◆ Exercise inputs ◆
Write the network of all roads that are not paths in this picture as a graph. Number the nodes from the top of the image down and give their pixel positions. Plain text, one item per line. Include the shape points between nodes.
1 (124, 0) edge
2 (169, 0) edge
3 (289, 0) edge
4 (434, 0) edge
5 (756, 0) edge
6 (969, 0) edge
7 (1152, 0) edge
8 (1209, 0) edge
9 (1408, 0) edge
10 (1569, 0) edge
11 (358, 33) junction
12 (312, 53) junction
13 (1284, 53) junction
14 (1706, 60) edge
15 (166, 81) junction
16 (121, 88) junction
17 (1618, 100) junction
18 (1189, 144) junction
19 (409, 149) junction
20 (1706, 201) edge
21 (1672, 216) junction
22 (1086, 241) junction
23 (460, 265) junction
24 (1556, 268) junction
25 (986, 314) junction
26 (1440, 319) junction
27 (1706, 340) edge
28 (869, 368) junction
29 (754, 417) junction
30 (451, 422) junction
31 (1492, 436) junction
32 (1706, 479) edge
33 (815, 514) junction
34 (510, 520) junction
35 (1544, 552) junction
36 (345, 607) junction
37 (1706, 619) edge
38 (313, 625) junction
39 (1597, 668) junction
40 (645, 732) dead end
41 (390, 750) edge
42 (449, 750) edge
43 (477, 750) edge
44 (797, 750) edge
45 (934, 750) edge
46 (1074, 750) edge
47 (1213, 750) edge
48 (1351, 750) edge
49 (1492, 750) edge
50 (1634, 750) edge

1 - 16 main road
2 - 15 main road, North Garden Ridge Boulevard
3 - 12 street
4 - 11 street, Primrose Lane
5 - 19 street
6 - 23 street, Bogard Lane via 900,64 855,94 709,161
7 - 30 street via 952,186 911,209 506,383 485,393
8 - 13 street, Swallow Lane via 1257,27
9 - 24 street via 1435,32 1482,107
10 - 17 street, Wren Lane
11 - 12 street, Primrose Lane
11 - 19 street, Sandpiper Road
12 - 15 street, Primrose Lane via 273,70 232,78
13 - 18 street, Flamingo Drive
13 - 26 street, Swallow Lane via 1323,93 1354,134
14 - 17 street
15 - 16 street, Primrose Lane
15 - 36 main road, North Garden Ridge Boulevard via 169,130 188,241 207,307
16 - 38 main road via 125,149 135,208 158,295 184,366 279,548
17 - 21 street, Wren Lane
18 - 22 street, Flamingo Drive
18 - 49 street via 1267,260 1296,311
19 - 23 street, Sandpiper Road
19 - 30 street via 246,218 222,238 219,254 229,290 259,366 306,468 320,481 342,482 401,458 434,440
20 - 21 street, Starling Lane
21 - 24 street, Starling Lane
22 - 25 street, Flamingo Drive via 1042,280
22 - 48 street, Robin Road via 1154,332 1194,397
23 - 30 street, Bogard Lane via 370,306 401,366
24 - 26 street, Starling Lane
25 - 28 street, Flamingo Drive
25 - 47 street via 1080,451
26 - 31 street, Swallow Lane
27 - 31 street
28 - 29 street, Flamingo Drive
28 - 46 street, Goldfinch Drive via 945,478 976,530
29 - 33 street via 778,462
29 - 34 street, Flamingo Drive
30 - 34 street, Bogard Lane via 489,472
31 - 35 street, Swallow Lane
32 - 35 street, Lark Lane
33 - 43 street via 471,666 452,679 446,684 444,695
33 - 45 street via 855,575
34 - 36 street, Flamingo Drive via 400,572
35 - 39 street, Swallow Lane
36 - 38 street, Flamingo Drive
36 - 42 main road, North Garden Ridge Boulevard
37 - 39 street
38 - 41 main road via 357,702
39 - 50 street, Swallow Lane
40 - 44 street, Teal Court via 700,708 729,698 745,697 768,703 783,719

◆ Exercise description ◆
Type out the material again exactly as presented.

◆ Written solution ◆
Write the network of all roads that are not paths in this picture as a graph. Number the nodes from the top of the image down and give their pixel positions. Plain text, one item per line. Include the shape points between nodes.
1 (124, 0) edge
2 (169, 0) edge
3 (289, 0) edge
4 (434, 0) edge
5 (756, 0) edge
6 (969, 0) edge
7 (1152, 0) edge
8 (1209, 0) edge
9 (1408, 0) edge
10 (1569, 0) edge
11 (358, 33) junction
12 (312, 53) junction
13 (1284, 53) junction
14 (1706, 60) edge
15 (166, 81) junction
16 (121, 88) junction
17 (1618, 100) junction
18 (1189, 144) junction
19 (409, 149) junction
20 (1706, 201) edge
21 (1672, 216) junction
22 (1086, 241) junction
23 (460, 265) junction
24 (1556, 268) junction
25 (986, 314) junction
26 (1440, 319) junction
27 (1706, 340) edge
28 (869, 368) junction
29 (754, 417) junction
30 (451, 422) junction
31 (1492, 436) junction
32 (1706, 479) edge
33 (815, 514) junction
34 (510, 520) junction
35 (1544, 552) junction
36 (345, 607) junction
37 (1706, 619) edge
38 (313, 625) junction
39 (1597, 668) junction
40 (645, 732) dead end
41 (390, 750) edge
42 (449, 750) edge
43 (477, 750) edge
44 (797, 750) edge
45 (934, 750) edge
46 (1074, 750) edge
47 (1213, 750) edge
48 (1351, 750) edge
49 (1492, 750) edge
50 (1634, 750) edge

1 - 16 main road
2 - 15 main road, North Garden Ridge Boulevard
3 - 12 street
4 - 11 street, Primrose Lane
5 - 19 street
6 - 23 street, Bogard Lane via 900,64 855,94 709,161
7 - 30 street via 952,186 911,209 506,383 485,393
8 - 13 street, Swallow Lane via 1257,27
9 - 24 street via 1435,32 1482,107
10 - 17 street, Wren Lane
11 - 12 street, Primrose Lane
11 - 19 street, Sandpiper Road
12 - 15 street, Primrose Lane via 273,70 232,78
13 - 18 street, Flamingo Drive
13 - 26 street, Swallow Lane via 1323,93 1354,134
14 - 17 street
15 - 16 street, Primrose Lane
15 - 36 main road, North Garden Ridge Boulevard via 169,130 188,241 207,307
16 - 38 main road via 125,149 135,208 158,295 184,366 279,548
17 - 21 street, Wren Lane
18 - 22 street, Flamingo Drive
18 - 49 street via 1267,260 1296,311
19 - 23 street, Sandpiper Road
19 - 30 street via 246,218 222,238 219,254 229,290 259,366 306,468 320,481 342,482 401,458 434,440
20 - 21 street, Starling Lane
21 - 24 street, Starling Lane
22 - 25 street, Flamingo Drive via 1042,280
22 - 48 street, Robin Road via 1154,332 1194,397
23 - 30 street, Bogard Lane via 370,306 401,366
24 - 26 street, Starling Lane
25 - 28 street, Flamingo Drive
25 - 47 street via 1080,451
26 - 31 street, Swallow Lane
27 - 31 street
28 - 29 street, Flamingo Drive
28 - 46 street, Goldfinch Drive via 945,478 976,530
29 - 33 street via 778,462
29 - 34 street, Flamingo Drive
30 - 34 street, Bogard Lane via 489,472
31 - 35 street, Swallow Lane
32 - 35 street, Lark Lane
33 - 43 street via 471,666 452,679 446,684 444,695
33 - 45 street via 855,575
34 - 36 street, Flamingo Drive via 400,572
35 - 39 street, Swallow Lane
36 - 38 street, Flamingo Drive
36 - 42 main road, North Garden Ridge Boulevard
37 - 39 street
38 - 41 main road via 357,702
39 - 50 street, Swallow Lane
40 - 44 street, Teal Court via 700,708 729,698 745,697 768,703 783,719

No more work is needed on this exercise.